Problem details. Verbatim copy, images removed: write out the entries below.

Data for this exercise.
******

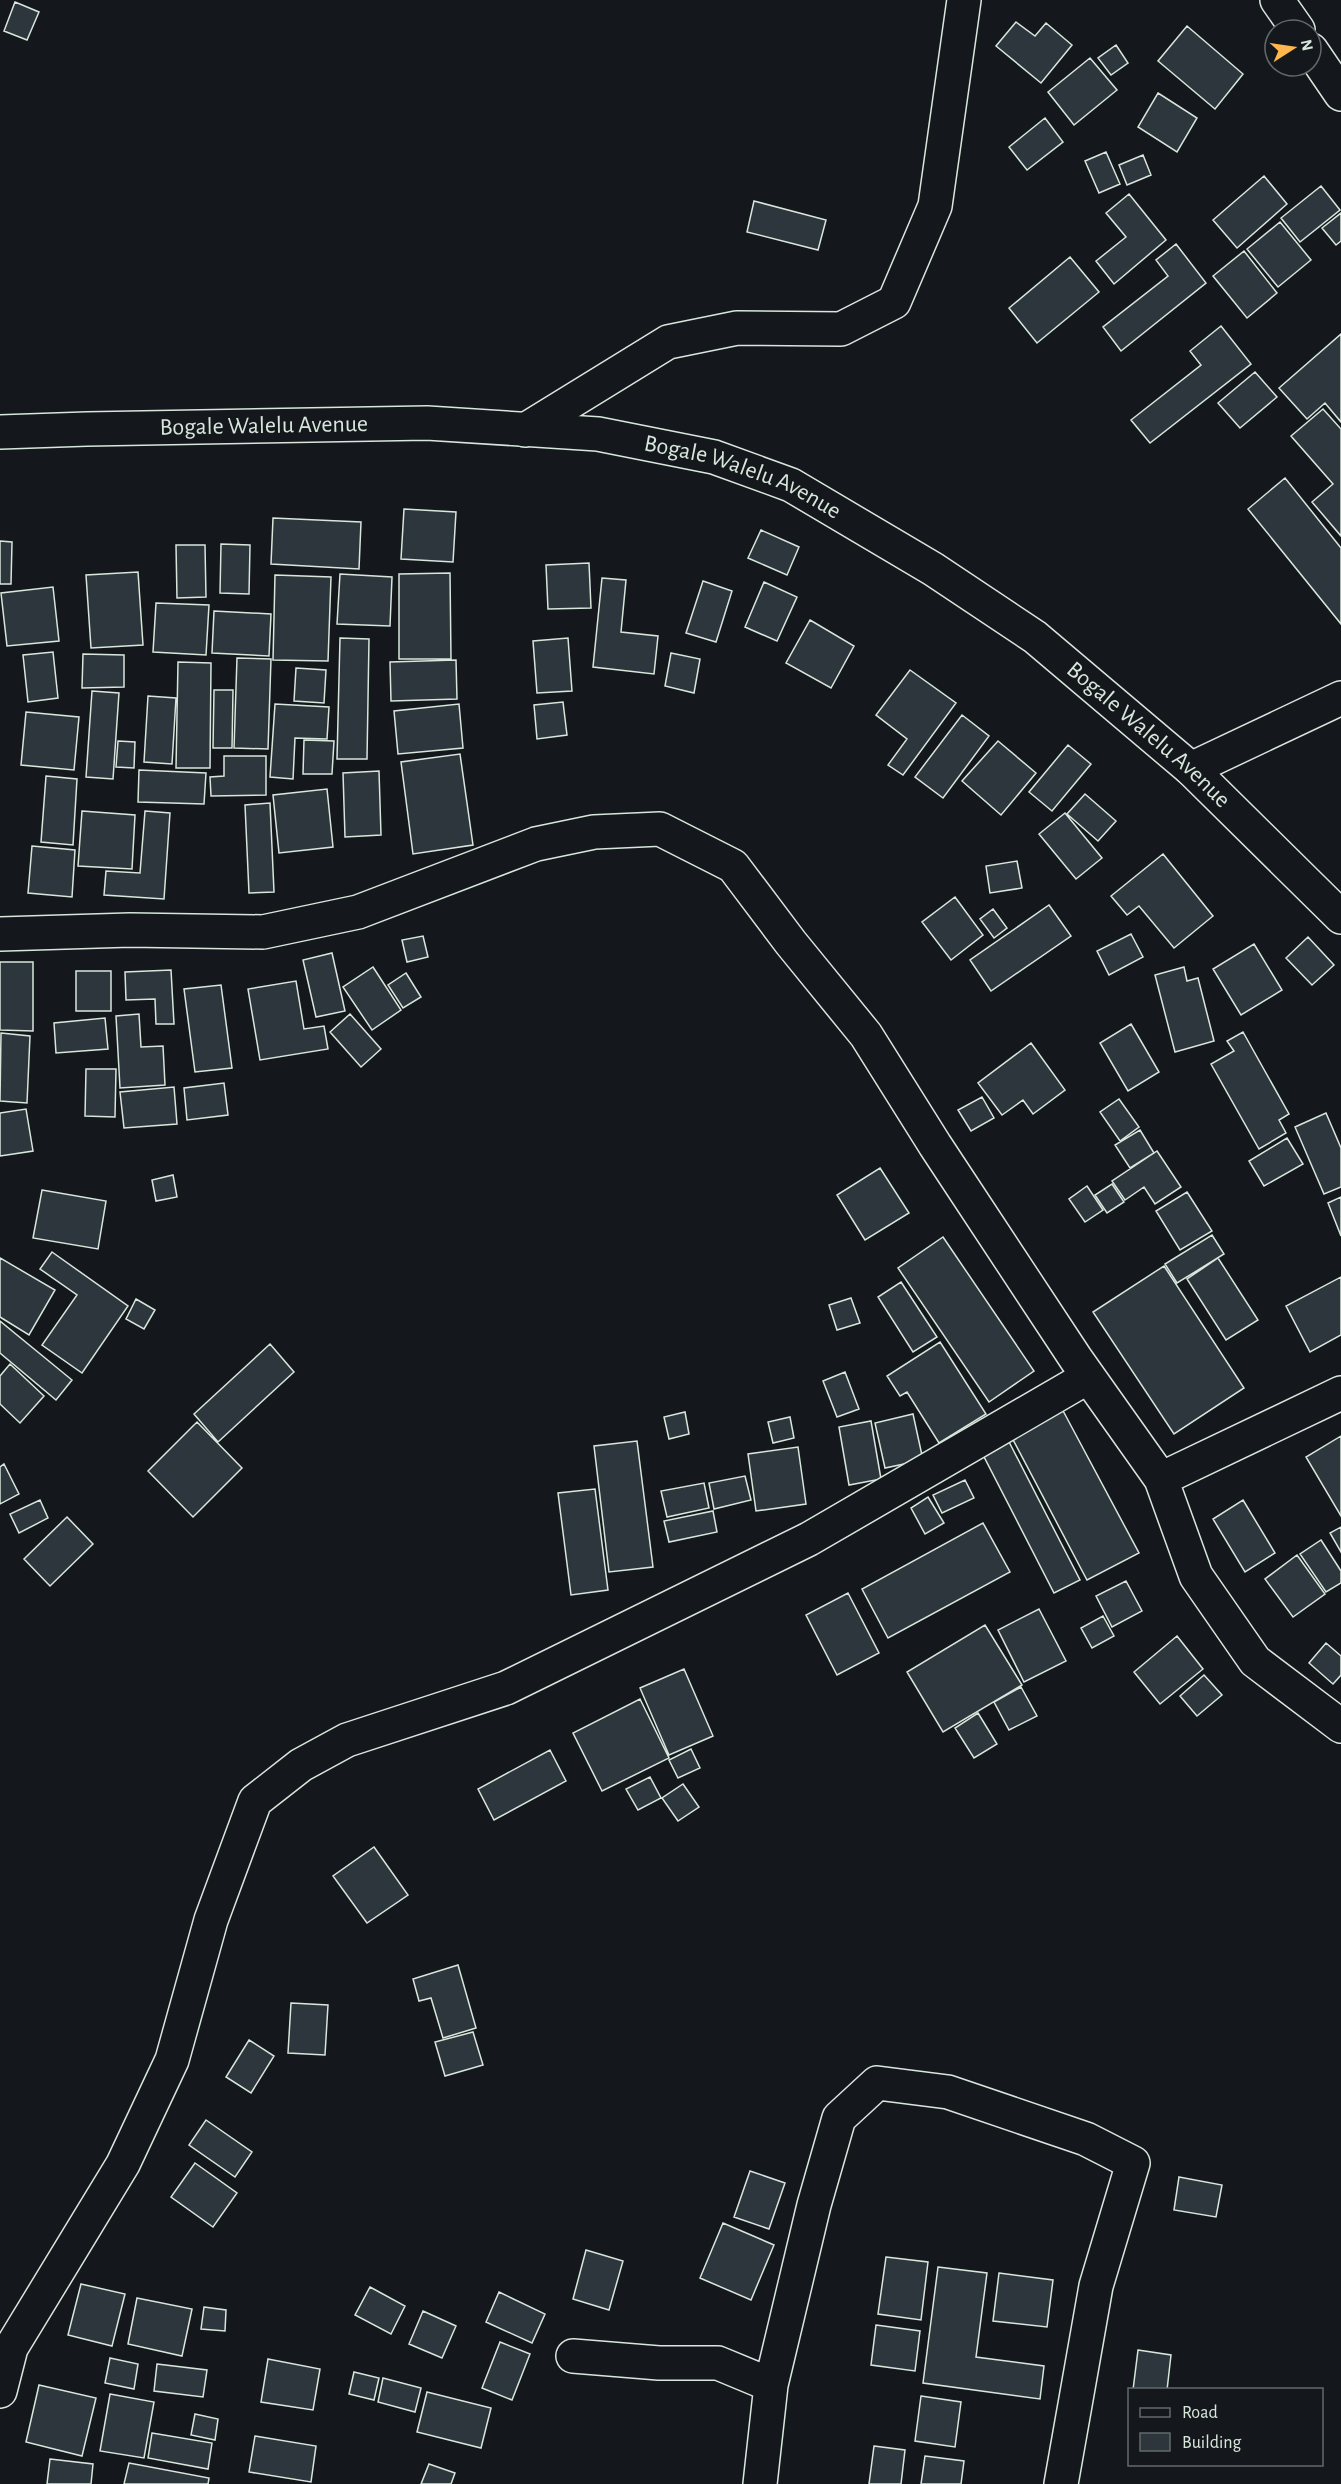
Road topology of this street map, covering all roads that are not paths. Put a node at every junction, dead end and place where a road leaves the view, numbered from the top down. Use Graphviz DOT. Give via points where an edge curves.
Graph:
graph roads {
  1 [pos="964,0"];
  2 [pos="1277,0"];
  3 [pos="1290,18"];
  4 [pos="1323,68"];
  5 [pos="1341,94"];
  6 [pos="525,430"];
  7 [pos="0,432"];
  8 [pos="1341,698"];
  9 [pos="1191,769"];
  10 [pos="1341,917"];
  11 [pos="0,934"];
  12 [pos="1088,1377"];
  13 [pos="1341,1393"];
  14 [pos="1161,1479"];
  15 [pos="1341,1726"];
  16 [pos="573,2356"];
  17 [pos="771,2385"];
  18 [pos="0,2391"];
  19 [pos="760,2484"];
  20 [pos="1061,2484"];
  1 -- 6 [label="main road" via="935,206 894,302 841,329 737,328 668,342"];
  2 -- 3 [label="main road"];
  4 -- 5 [label="main road"];
  6 -- 7 [label="main road, Bogale Walelu Avenue" via="428,423"];
  6 -- 9 [label="main road, Bogale Walelu Avenue" via="598,434 714,457 791,485 933,569 1035,637"];
  8 -- 9 [label="main road"];
  9 -- 10 [label="main road, Bogale Walelu Avenue"];
  11 -- 12 [label="main road" via="130,930 263,932 358,912 536,844 594,832 660,829 733,866 866,1035"];
  12 -- 14 [label="main road"];
  12 -- 18 [label="main road" via="808,1539 506,1688 347,1740 301,1765 255,1801 211,1920 172,2060 123,2164 11,2348"];
  13 -- 14 [label="main road"];
  14 -- 15 [label="main road" via="1196,1576 1255,1661"];
  16 -- 17 [label="main road" via="718,2363"];
  17 -- 19 [label="main road"];
  17 -- 20 [label="main road" via="814,2205 840,2118 877,2084 948,2092 1086,2139 1133,2163 1096,2286"];
}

******

Final answer.
Road topology of this street map, covering all roads that are not paths. Put a node at every junction, dead end and place where a road leaves the view, numbered from the top down. Use Graphviz DOT. Give via points where an edge curves.
Graph:
graph roads {
  1 [pos="964,0"];
  2 [pos="1277,0"];
  3 [pos="1290,18"];
  4 [pos="1323,68"];
  5 [pos="1341,94"];
  6 [pos="525,430"];
  7 [pos="0,432"];
  8 [pos="1341,698"];
  9 [pos="1191,769"];
  10 [pos="1341,917"];
  11 [pos="0,934"];
  12 [pos="1088,1377"];
  13 [pos="1341,1393"];
  14 [pos="1161,1479"];
  15 [pos="1341,1726"];
  16 [pos="573,2356"];
  17 [pos="771,2385"];
  18 [pos="0,2391"];
  19 [pos="760,2484"];
  20 [pos="1061,2484"];
  1 -- 6 [label="main road" via="935,206 894,302 841,329 737,328 668,342"];
  2 -- 3 [label="main road"];
  4 -- 5 [label="main road"];
  6 -- 7 [label="main road, Bogale Walelu Avenue" via="428,423"];
  6 -- 9 [label="main road, Bogale Walelu Avenue" via="598,434 714,457 791,485 933,569 1035,637"];
  8 -- 9 [label="main road"];
  9 -- 10 [label="main road, Bogale Walelu Avenue"];
  11 -- 12 [label="main road" via="130,930 263,932 358,912 536,844 594,832 660,829 733,866 866,1035"];
  12 -- 14 [label="main road"];
  12 -- 18 [label="main road" via="808,1539 506,1688 347,1740 301,1765 255,1801 211,1920 172,2060 123,2164 11,2348"];
  13 -- 14 [label="main road"];
  14 -- 15 [label="main road" via="1196,1576 1255,1661"];
  16 -- 17 [label="main road" via="718,2363"];
  17 -- 19 [label="main road"];
  17 -- 20 [label="main road" via="814,2205 840,2118 877,2084 948,2092 1086,2139 1133,2163 1096,2286"];
}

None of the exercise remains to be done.